Task requirements: Retype the records below exactly as given, but only from the first line through the line with "Please list the", and without the pictures.
□ □ □ □
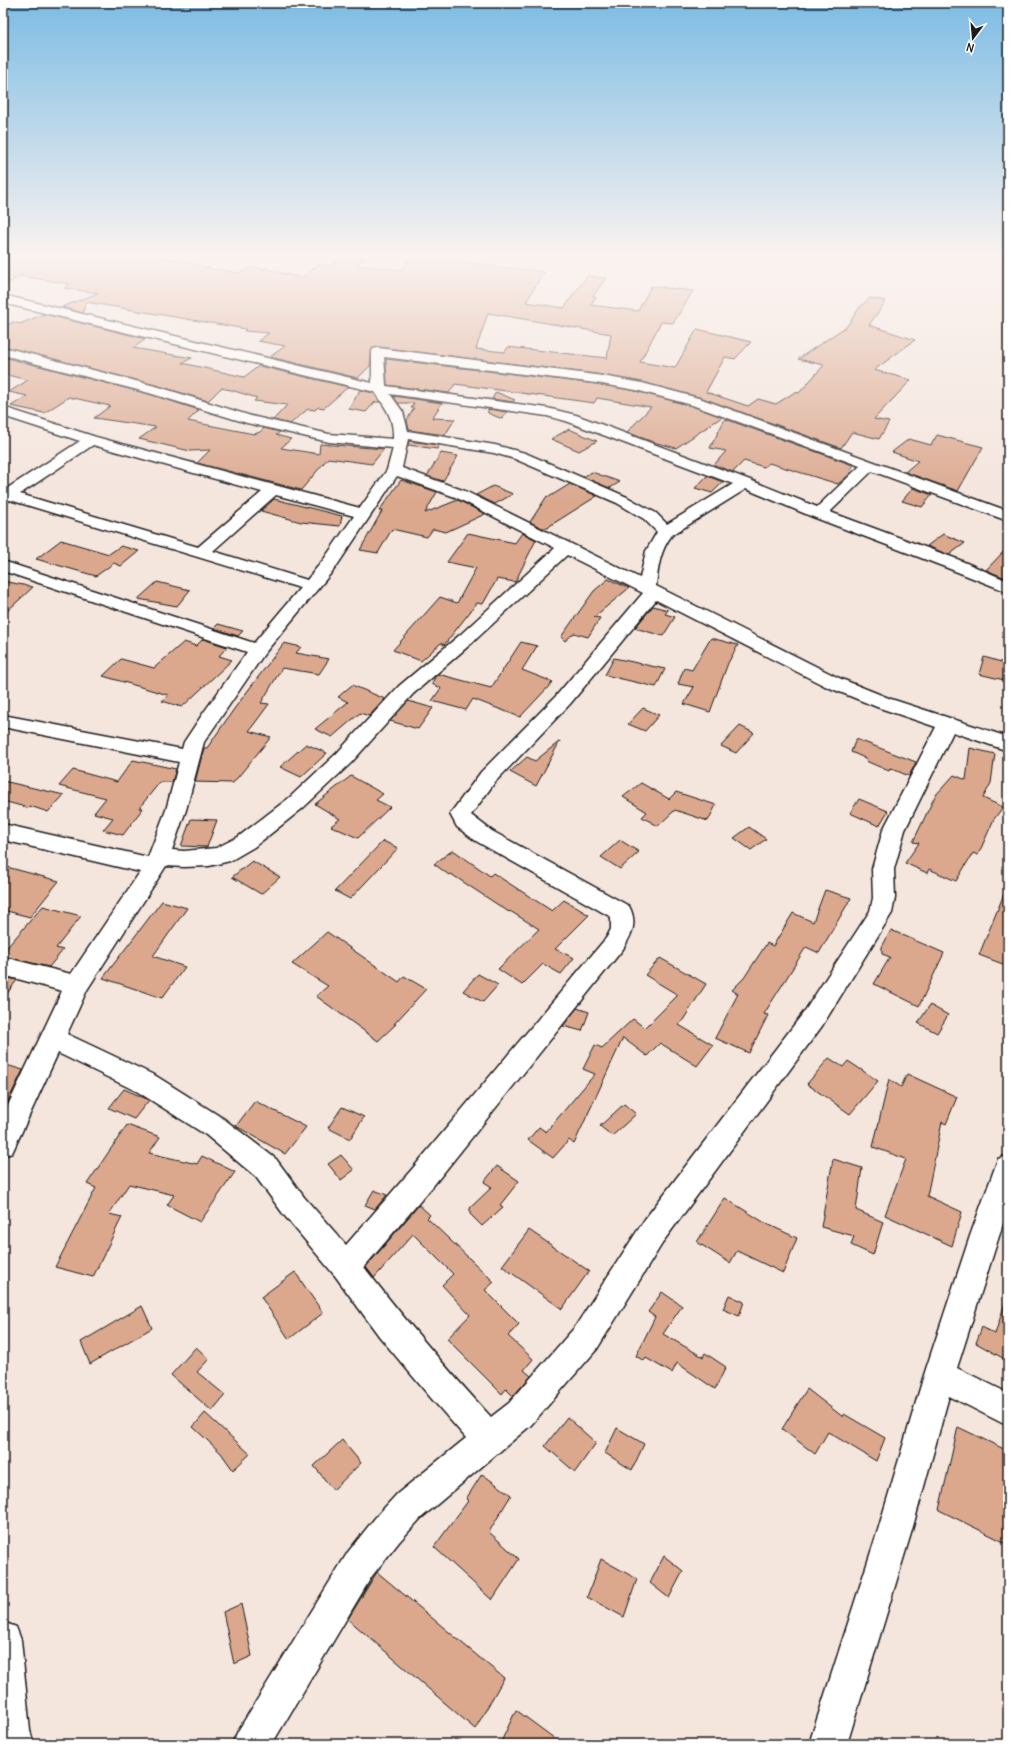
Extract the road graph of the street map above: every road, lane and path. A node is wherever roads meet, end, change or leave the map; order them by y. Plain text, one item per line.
1 (171, 339) edge
2 (3, 351) edge
3 (380, 389) junction
4 (3, 411) edge
5 (401, 439) junction
6 (92, 440) junction
7 (870, 465) junction
8 (394, 470) junction
9 (745, 483) junction
10 (272, 490) junction
11 (5, 497) edge
12 (365, 514) junction
13 (819, 514) junction
14 (1008, 516) edge
15 (666, 532) junction
16 (566, 547) junction
17 (202, 552) junction
18 (3, 566) edge
19 (311, 586) junction
20 (1008, 586) edge
21 (650, 590) junction
22 (258, 650) junction
23 (3, 721) edge
24 (947, 724) junction
25 (1008, 744) edge
26 (189, 757) junction
27 (3, 832) edge
28 (157, 862) junction
29 (3, 966) edge
30 (77, 985) junction
31 (53, 1039) junction
32 (10, 1115) edge
33 (3, 1144) edge
34 (1008, 1168) edge
35 (346, 1267) junction
36 (939, 1375) junction
37 (1008, 1410) edge
38 (490, 1440) junction
39 (3, 1640) edge
40 (15, 1744) edge
41 (251, 1744) edge
42 (828, 1744) edge

1 - 3 street
2 - 5 street
3 - 5 street
3 - 7 street
3 - 9 street
4 - 6 street
5 - 8 street
5 - 15 street
6 - 10 street
6 - 11 street
7 - 13 street
7 - 14 street
8 - 12 street
8 - 16 street
9 - 13 street
9 - 15 street
10 - 12 street
10 - 17 street
11 - 17 street
12 - 19 street
13 - 20 street
15 - 21 street
16 - 21 street
16 - 28 street
17 - 19 street
18 - 22 street
19 - 22 street
21 - 24 street
21 - 35 street
22 - 26 street
23 - 26 street
24 - 25 street
24 - 38 street
26 - 28 street
27 - 28 street
28 - 30 street
29 - 30 street
30 - 31 street
31 - 32 street
31 - 35 street
32 - 33 street
34 - 36 street
35 - 38 street
36 - 37 street
36 - 42 street
38 - 41 street
39 - 40 street

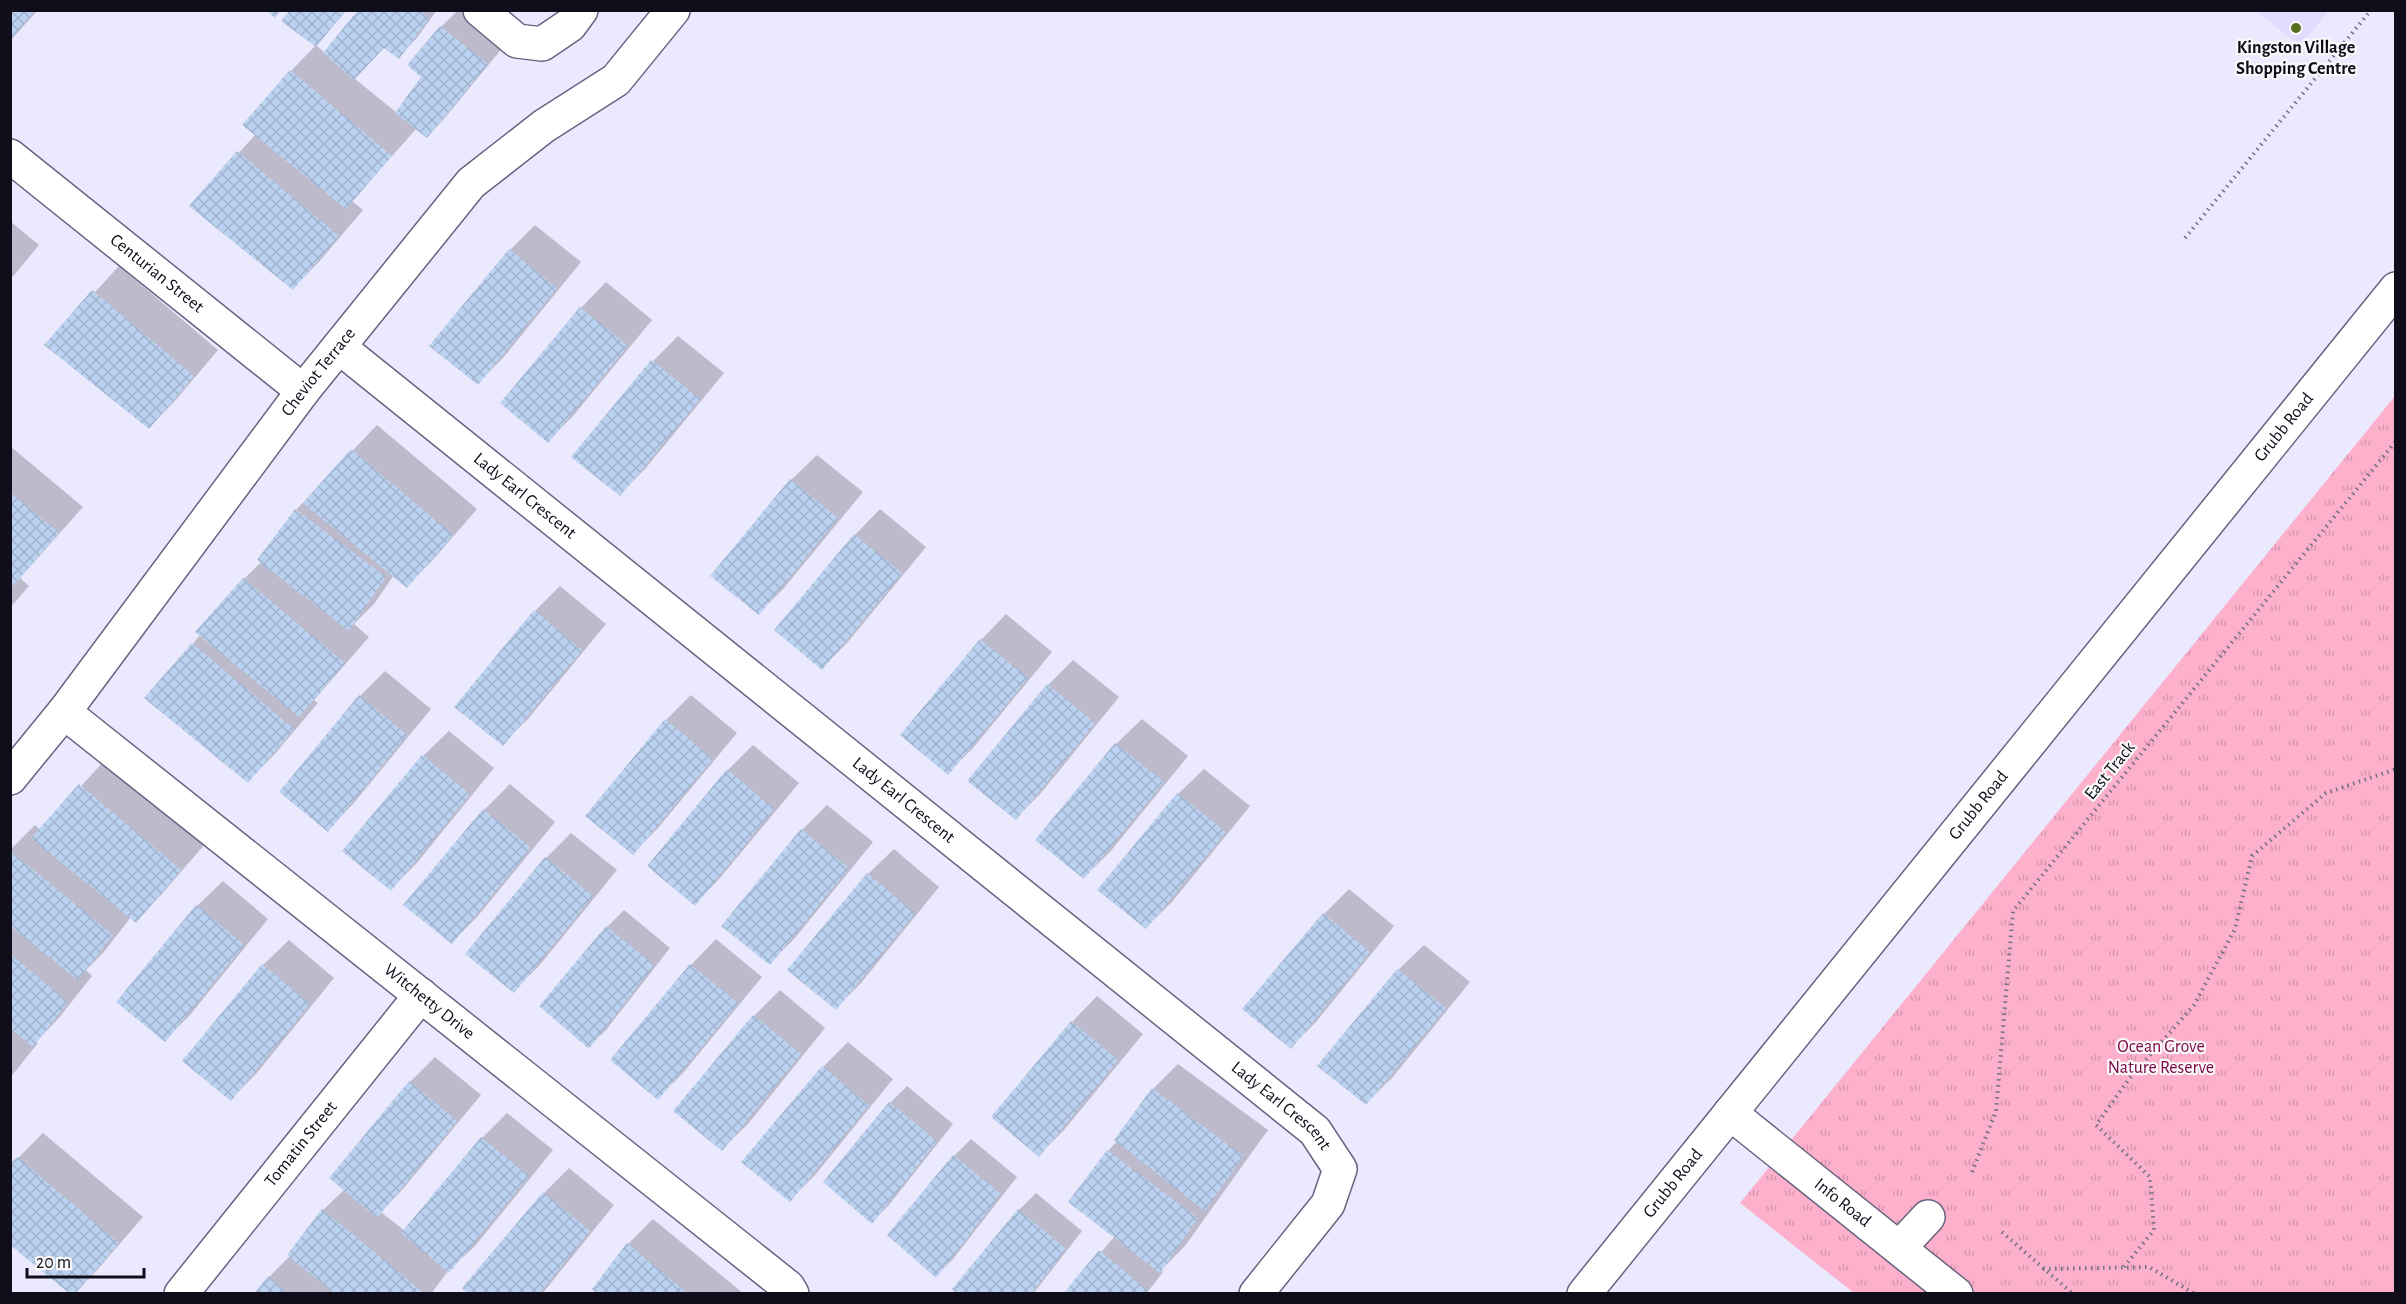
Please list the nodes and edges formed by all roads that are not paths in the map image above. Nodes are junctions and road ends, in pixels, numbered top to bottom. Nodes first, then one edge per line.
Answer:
1 (480, 10) edge
2 (581, 10) edge
3 (674, 10) edge
4 (10, 156) edge
5 (2396, 265) edge
6 (2396, 289) edge
7 (2373, 316) junction
8 (339, 347) junction
9 (303, 391) junction
10 (64, 712) junction
11 (10, 778) edge
12 (421, 995) junction
13 (1730, 1113) junction
14 (1928, 1216) dead end
15 (1899, 1248) junction
16 (181, 1293) edge
17 (792, 1293) edge
18 (1256, 1293) edge
19 (1584, 1293) edge
20 (1956, 1293) edge

1 - 2 street
3 - 8 street, Cheviot Terrace
4 - 9 street, Centurian Street
5 - 7 street, Grubb Road
6 - 7 street, Grubb Road
7 - 13 street, Grubb Road
8 - 9 street, Cheviot Terrace
8 - 18 street, Lady Earl Crescent
9 - 10 street, Cheviot Terrace
10 - 11 street, Cheviot Terrace
10 - 12 street, Witchetty Drive
12 - 16 street, Tomatin Street
12 - 17 street, Witchetty Drive
13 - 15 street, Info Road
13 - 19 street, Grubb Road
14 - 15 street
15 - 20 street, Info Road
□ □ □ □
Result below:
Extract the road graph of the street map above: every road, lane and path. A node is wherever roads meet, end, change or leave the map; order them by y. Plain text, one item per line.
1 (171, 339) edge
2 (3, 351) edge
3 (380, 389) junction
4 (3, 411) edge
5 (401, 439) junction
6 (92, 440) junction
7 (870, 465) junction
8 (394, 470) junction
9 (745, 483) junction
10 (272, 490) junction
11 (5, 497) edge
12 (365, 514) junction
13 (819, 514) junction
14 (1008, 516) edge
15 (666, 532) junction
16 (566, 547) junction
17 (202, 552) junction
18 (3, 566) edge
19 (311, 586) junction
20 (1008, 586) edge
21 (650, 590) junction
22 (258, 650) junction
23 (3, 721) edge
24 (947, 724) junction
25 (1008, 744) edge
26 (189, 757) junction
27 (3, 832) edge
28 (157, 862) junction
29 (3, 966) edge
30 (77, 985) junction
31 (53, 1039) junction
32 (10, 1115) edge
33 (3, 1144) edge
34 (1008, 1168) edge
35 (346, 1267) junction
36 (939, 1375) junction
37 (1008, 1410) edge
38 (490, 1440) junction
39 (3, 1640) edge
40 (15, 1744) edge
41 (251, 1744) edge
42 (828, 1744) edge

1 - 3 street
2 - 5 street
3 - 5 street
3 - 7 street
3 - 9 street
4 - 6 street
5 - 8 street
5 - 15 street
6 - 10 street
6 - 11 street
7 - 13 street
7 - 14 street
8 - 12 street
8 - 16 street
9 - 13 street
9 - 15 street
10 - 12 street
10 - 17 street
11 - 17 street
12 - 19 street
13 - 20 street
15 - 21 street
16 - 21 street
16 - 28 street
17 - 19 street
18 - 22 street
19 - 22 street
21 - 24 street
21 - 35 street
22 - 26 street
23 - 26 street
24 - 25 street
24 - 38 street
26 - 28 street
27 - 28 street
28 - 30 street
29 - 30 street
30 - 31 street
31 - 32 street
31 - 35 street
32 - 33 street
34 - 36 street
35 - 38 street
36 - 37 street
36 - 42 street
38 - 41 street
39 - 40 street

Please list the nodes and edges formed by all roads that are not paths in the map image above. Nodes are junctions and road ends, in pixels, numbered top to bottom. Nodes first, then one edge per line.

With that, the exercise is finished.